STAY TUNED The next installment will offer a more detailed view of the generic programming techniques used with GPI. In particular, we'll take a look under the hood of the AbstractFactory and Singleton templates. We'll see more ways to specialize their behavior and to compound them with other patterns.

CORRECTIONS The November/December 1999 installment had a couple of bugs:

  1. Allusions to Visitor::accept and AppVisitor::accept in the paragraph just before the "Back to the Drawing Board" section should of course be Element::accept and AppElement::accept.
  2. Please ignore spurious voids in the return values of manipulate functions.
A thousand sorries!

Acknowledgments Thanks go to Dirk Riehle and Scott Meyers for providing excellent feedback.

References

  1. Alexandrescu, A. Design with C++ (tentative title), Addison-Wesley, Reading, MA, in press.
  2. Vlissides, J. et al. "A Unidraw-Based User Interface Builder," in Proceedings of the ACM SIGGRAPH Fourth Annual Symposium on User Interface Software and Technology, Hilton Head, SC, pp. 201-210, Nov. 1991.
  3. Budinsky, F. et al. "Automatic Code Generation from Design Patterns," IBM Systems Journal, 35(2): 151-171, 1996. http://www.research.ibm.com/journal/sj/352/budinsky.html.
  4. Vlissides, J. Pattern Hatching, Addison-Wesley, Reading, MA, pp. 85-101, 1998.
  5. Gamma, E. et al. Design Patterns, Addison-Wesley, Reading, MA, 1995.
  6. Vlissides, J. "Pluggable Factory, Part 1," C++ Report, 10(10): 52-56, 68, Nov./Dec. 1998.
  7. Vlissides, J. "Pluggable Factory, Part 2," C++ Report, 11(2): 51-57, Feb. 1999.
  8. Vlissides, J. "Tooled Composite," C++ Report, 11(8): 43-47, Sept. 1999.
  9. Design Patterns, pp. 87-95.
  10. Meyers, S. More Effective C++, Addison-Wesley, Reading, MA, pp. 130-145, 1996.
  11. Pattern Hatching, pp. 61-69.
  12. Schmidt, D. et al. "Double-Checked Locking," in Pattern Languages of Program Design 3, Addison-Wesley, Reading, MA, pp. 363-375, 1998.
FOOTNOTES
* This isn't quite in keeping with the Singleton pattern, since FooSingleton::instance returns a Foo& as opposed to a FooSingleton*. The latter is inappropriate because FooSingleton is a container of type Foo, not a base or derived class thereof. While establishing an inheritance relationship between Foo and FooSingleton is certainly possible with GPI, it offers no significant benefits over this pure-container approach, and it's more invasive and less flexible to boot. We'll delve further into this issue next time.

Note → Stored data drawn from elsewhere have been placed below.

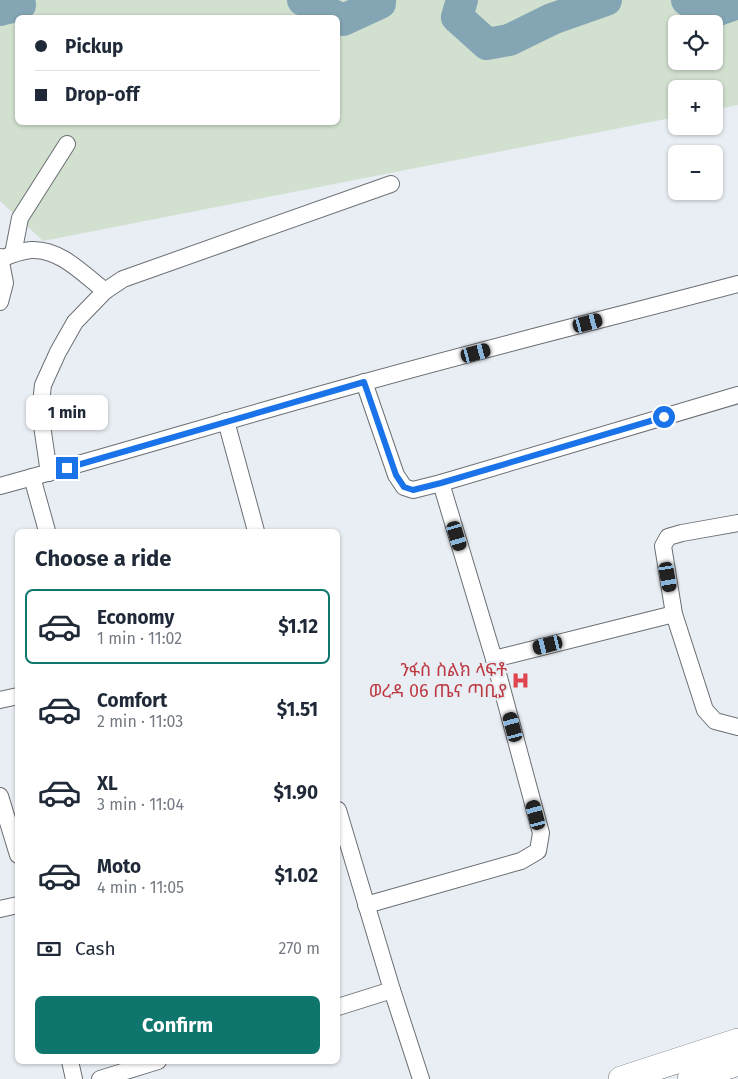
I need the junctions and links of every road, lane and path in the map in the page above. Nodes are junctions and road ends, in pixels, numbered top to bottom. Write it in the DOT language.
graph roads {
  1 [pos="67,144"];
  2 [pos="391,184"];
  3 [pos="5,256"];
  4 [pos="738,284"];
  5 [pos="104,291"];
  6 [pos="0,302"];
  7 [pos="364,382"];
  8 [pos="738,396"];
  9 [pos="226,421"];
  10 [pos="49,473"];
  11 [pos="32,477"];
  12 [pos="441,483"];
  13 [pos="0,486"];
  14 [pos="738,523"];
  15 [pos="46,529"];
  16 [pos="255,529"];
  17 [pos="674,614"];
  18 [pos="494,659"];
  19 [pos="15,697"];
  20 [pos="0,700"];
  21 [pos="738,727"];
  22 [pos="0,796"];
  23 [pos="340,821"];
  24 [pos="15,846"];
  25 [pos="366,904"];
  26 [pos="15,906"];
  27 [pos="0,909"];
  28 [pos="392,990"];
  29 [pos="340,1006"];
  30 [pos="738,1042"];
  31 [pos="738,1063"];
  32 [pos="71,1064"];
  33 [pos="148,1064"];
  34 [pos="74,1079"];
  35 [pos="100,1079"];
  36 [pos="421,1079"];
  37 [pos="621,1079"];
  38 [pos="690,1079"];
  1 -- 3 [label="street"];
  2 -- 5 [label="street"];
  3 -- 5 [label="street"];
  3 -- 6 [label="street"];
  4 -- 7 [label="street"];
  5 -- 10 [label="street"];
  7 -- 9 [label="street"];
  7 -- 12 [label="street"];
  8 -- 12 [label="street"];
  9 -- 10 [label="street"];
  9 -- 16 [label="street"];
  10 -- 11 [label="street"];
  11 -- 13 [label="street"];
  11 -- 15 [label="street"];
  12 -- 18 [label="street"];
  14 -- 17 [label="street"];
  17 -- 18 [label="street"];
  17 -- 21 [label="street"];
  18 -- 25 [label="street"];
  19 -- 20 [label="street"];
  22 -- 24 [label="street"];
  23 -- 25 [label="street"];
  25 -- 28 [label="street"];
  26 -- 27 [label="street"];
  28 -- 29 [label="street"];
  28 -- 36 [label="street"];
  30 -- 37 [label="main road"];
  31 -- 38 [label="main road"];
  32 -- 34 [label="street"];
  33 -- 35 [label="street"];
}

Dirk Riehle recommends against using friend. Instead, the Singleton template could define a trivial subclass of Foo as a nested class, for the sole purpose of making the subclass constructors public. That gives the template exclusive rights to instantiating the subclass without resorting to friendship. All a client must do is protect Foo's constructors. Andrei's implementation doesn't do this-yet.